Task to carry out → Set down all of the entries below exactly, and omit the pictures.

#### Material for this exercise

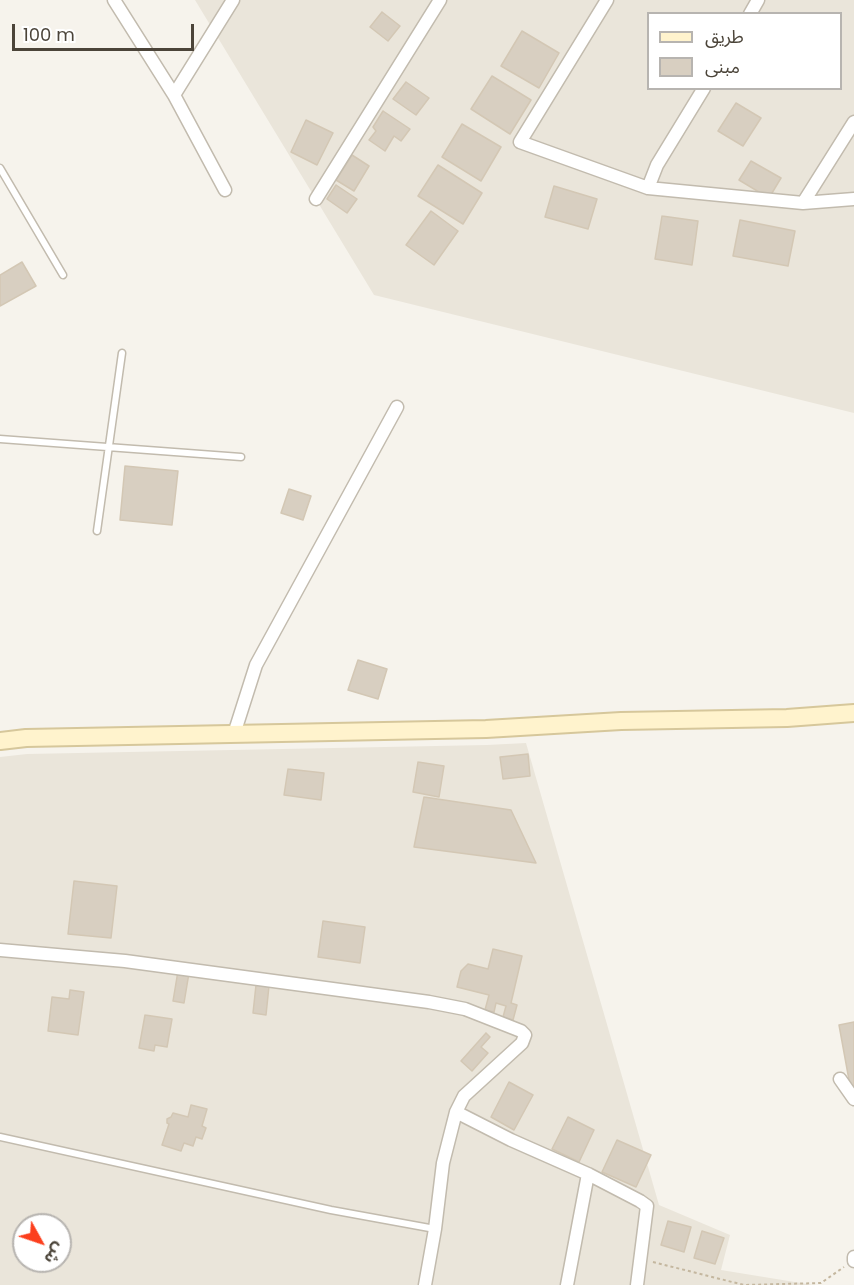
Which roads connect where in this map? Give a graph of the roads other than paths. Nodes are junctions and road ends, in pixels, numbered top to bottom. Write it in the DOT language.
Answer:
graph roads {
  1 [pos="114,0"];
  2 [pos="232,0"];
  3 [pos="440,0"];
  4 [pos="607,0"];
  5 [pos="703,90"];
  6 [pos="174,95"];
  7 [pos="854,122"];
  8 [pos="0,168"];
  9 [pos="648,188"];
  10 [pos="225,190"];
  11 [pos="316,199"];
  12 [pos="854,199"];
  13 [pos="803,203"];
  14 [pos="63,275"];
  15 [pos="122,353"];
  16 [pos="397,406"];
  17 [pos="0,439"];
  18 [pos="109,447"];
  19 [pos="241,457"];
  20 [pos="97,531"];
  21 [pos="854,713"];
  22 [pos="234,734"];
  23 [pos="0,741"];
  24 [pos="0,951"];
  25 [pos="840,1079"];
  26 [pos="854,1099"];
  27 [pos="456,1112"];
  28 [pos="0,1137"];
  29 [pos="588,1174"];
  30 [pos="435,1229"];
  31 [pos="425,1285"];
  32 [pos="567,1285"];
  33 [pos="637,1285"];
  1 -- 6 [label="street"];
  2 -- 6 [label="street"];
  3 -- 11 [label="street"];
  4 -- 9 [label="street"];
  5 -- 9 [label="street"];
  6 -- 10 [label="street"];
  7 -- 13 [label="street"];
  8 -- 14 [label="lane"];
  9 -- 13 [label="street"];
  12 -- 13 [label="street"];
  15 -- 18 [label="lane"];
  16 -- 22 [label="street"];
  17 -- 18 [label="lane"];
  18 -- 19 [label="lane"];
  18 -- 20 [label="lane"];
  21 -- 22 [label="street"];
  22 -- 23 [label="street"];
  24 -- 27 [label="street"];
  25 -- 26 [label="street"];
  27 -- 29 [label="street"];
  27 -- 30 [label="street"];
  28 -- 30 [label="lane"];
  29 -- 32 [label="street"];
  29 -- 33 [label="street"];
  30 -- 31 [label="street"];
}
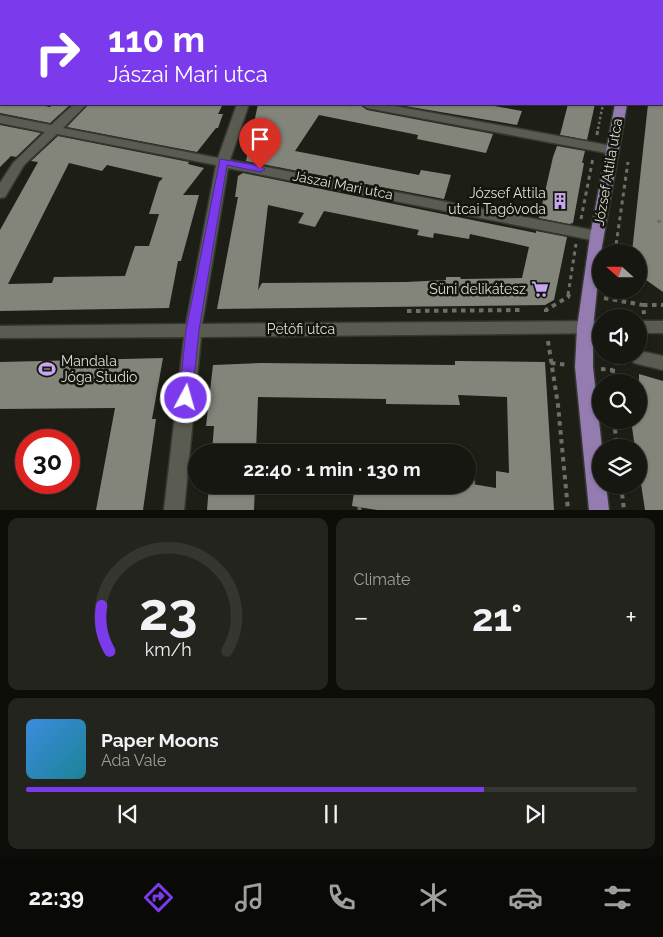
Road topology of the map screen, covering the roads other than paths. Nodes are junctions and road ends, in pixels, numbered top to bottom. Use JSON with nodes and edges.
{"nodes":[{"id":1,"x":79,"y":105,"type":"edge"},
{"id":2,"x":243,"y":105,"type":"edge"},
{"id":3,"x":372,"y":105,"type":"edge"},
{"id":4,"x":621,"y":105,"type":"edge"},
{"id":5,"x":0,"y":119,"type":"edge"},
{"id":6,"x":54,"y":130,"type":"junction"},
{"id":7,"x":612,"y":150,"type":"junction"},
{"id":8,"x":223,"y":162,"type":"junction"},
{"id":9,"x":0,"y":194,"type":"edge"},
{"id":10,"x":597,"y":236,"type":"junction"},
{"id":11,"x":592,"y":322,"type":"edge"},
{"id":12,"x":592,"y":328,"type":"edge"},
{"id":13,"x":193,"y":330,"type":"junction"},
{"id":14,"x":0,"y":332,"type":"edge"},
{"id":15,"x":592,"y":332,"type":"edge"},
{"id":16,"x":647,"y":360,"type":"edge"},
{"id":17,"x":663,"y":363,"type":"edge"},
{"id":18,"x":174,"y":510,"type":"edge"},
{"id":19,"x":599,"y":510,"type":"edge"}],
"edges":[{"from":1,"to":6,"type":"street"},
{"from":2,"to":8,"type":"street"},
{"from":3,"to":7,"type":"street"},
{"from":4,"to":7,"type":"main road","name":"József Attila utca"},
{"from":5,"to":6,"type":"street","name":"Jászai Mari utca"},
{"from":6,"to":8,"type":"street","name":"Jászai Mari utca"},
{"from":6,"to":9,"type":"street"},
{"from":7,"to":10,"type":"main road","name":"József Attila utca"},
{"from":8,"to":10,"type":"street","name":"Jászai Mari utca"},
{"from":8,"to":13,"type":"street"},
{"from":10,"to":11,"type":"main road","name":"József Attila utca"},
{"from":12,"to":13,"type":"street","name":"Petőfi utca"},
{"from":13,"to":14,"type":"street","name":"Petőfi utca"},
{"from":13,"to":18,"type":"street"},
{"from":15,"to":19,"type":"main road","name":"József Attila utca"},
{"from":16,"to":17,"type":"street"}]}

########

Solution to this task →
Which roads connect where in this map? Give a graph of the roads other than paths. Nodes are junctions and road ends, in pixels, numbered top to bottom. Write it in the DOT language.
Answer:
graph roads {
  1 [pos="114,0"];
  2 [pos="232,0"];
  3 [pos="440,0"];
  4 [pos="607,0"];
  5 [pos="703,90"];
  6 [pos="174,95"];
  7 [pos="854,122"];
  8 [pos="0,168"];
  9 [pos="648,188"];
  10 [pos="225,190"];
  11 [pos="316,199"];
  12 [pos="854,199"];
  13 [pos="803,203"];
  14 [pos="63,275"];
  15 [pos="122,353"];
  16 [pos="397,406"];
  17 [pos="0,439"];
  18 [pos="109,447"];
  19 [pos="241,457"];
  20 [pos="97,531"];
  21 [pos="854,713"];
  22 [pos="234,734"];
  23 [pos="0,741"];
  24 [pos="0,951"];
  25 [pos="840,1079"];
  26 [pos="854,1099"];
  27 [pos="456,1112"];
  28 [pos="0,1137"];
  29 [pos="588,1174"];
  30 [pos="435,1229"];
  31 [pos="425,1285"];
  32 [pos="567,1285"];
  33 [pos="637,1285"];
  1 -- 6 [label="street"];
  2 -- 6 [label="street"];
  3 -- 11 [label="street"];
  4 -- 9 [label="street"];
  5 -- 9 [label="street"];
  6 -- 10 [label="street"];
  7 -- 13 [label="street"];
  8 -- 14 [label="lane"];
  9 -- 13 [label="street"];
  12 -- 13 [label="street"];
  15 -- 18 [label="lane"];
  16 -- 22 [label="street"];
  17 -- 18 [label="lane"];
  18 -- 19 [label="lane"];
  18 -- 20 [label="lane"];
  21 -- 22 [label="street"];
  22 -- 23 [label="street"];
  24 -- 27 [label="street"];
  25 -- 26 [label="street"];
  27 -- 29 [label="street"];
  27 -- 30 [label="street"];
  28 -- 30 [label="lane"];
  29 -- 32 [label="street"];
  29 -- 33 [label="street"];
  30 -- 31 [label="street"];
}
Road topology of the map screen, covering the roads other than paths. Nodes are junctions and road ends, in pixels, numbered top to bottom. Use JSON with nodes and edges.
{"nodes":[{"id":1,"x":79,"y":105,"type":"edge"},
{"id":2,"x":243,"y":105,"type":"edge"},
{"id":3,"x":372,"y":105,"type":"edge"},
{"id":4,"x":621,"y":105,"type":"edge"},
{"id":5,"x":0,"y":119,"type":"edge"},
{"id":6,"x":54,"y":130,"type":"junction"},
{"id":7,"x":612,"y":150,"type":"junction"},
{"id":8,"x":223,"y":162,"type":"junction"},
{"id":9,"x":0,"y":194,"type":"edge"},
{"id":10,"x":597,"y":236,"type":"junction"},
{"id":11,"x":592,"y":322,"type":"edge"},
{"id":12,"x":592,"y":328,"type":"edge"},
{"id":13,"x":193,"y":330,"type":"junction"},
{"id":14,"x":0,"y":332,"type":"edge"},
{"id":15,"x":592,"y":332,"type":"edge"},
{"id":16,"x":647,"y":360,"type":"edge"},
{"id":17,"x":663,"y":363,"type":"edge"},
{"id":18,"x":174,"y":510,"type":"edge"},
{"id":19,"x":599,"y":510,"type":"edge"}],
"edges":[{"from":1,"to":6,"type":"street"},
{"from":2,"to":8,"type":"street"},
{"from":3,"to":7,"type":"street"},
{"from":4,"to":7,"type":"main road","name":"József Attila utca"},
{"from":5,"to":6,"type":"street","name":"Jászai Mari utca"},
{"from":6,"to":8,"type":"street","name":"Jászai Mari utca"},
{"from":6,"to":9,"type":"street"},
{"from":7,"to":10,"type":"main road","name":"József Attila utca"},
{"from":8,"to":10,"type":"street","name":"Jászai Mari utca"},
{"from":8,"to":13,"type":"street"},
{"from":10,"to":11,"type":"main road","name":"József Attila utca"},
{"from":12,"to":13,"type":"street","name":"Petőfi utca"},
{"from":13,"to":14,"type":"street","name":"Petőfi utca"},
{"from":13,"to":18,"type":"street"},
{"from":15,"to":19,"type":"main road","name":"József Attila utca"},
{"from":16,"to":17,"type":"street"}]}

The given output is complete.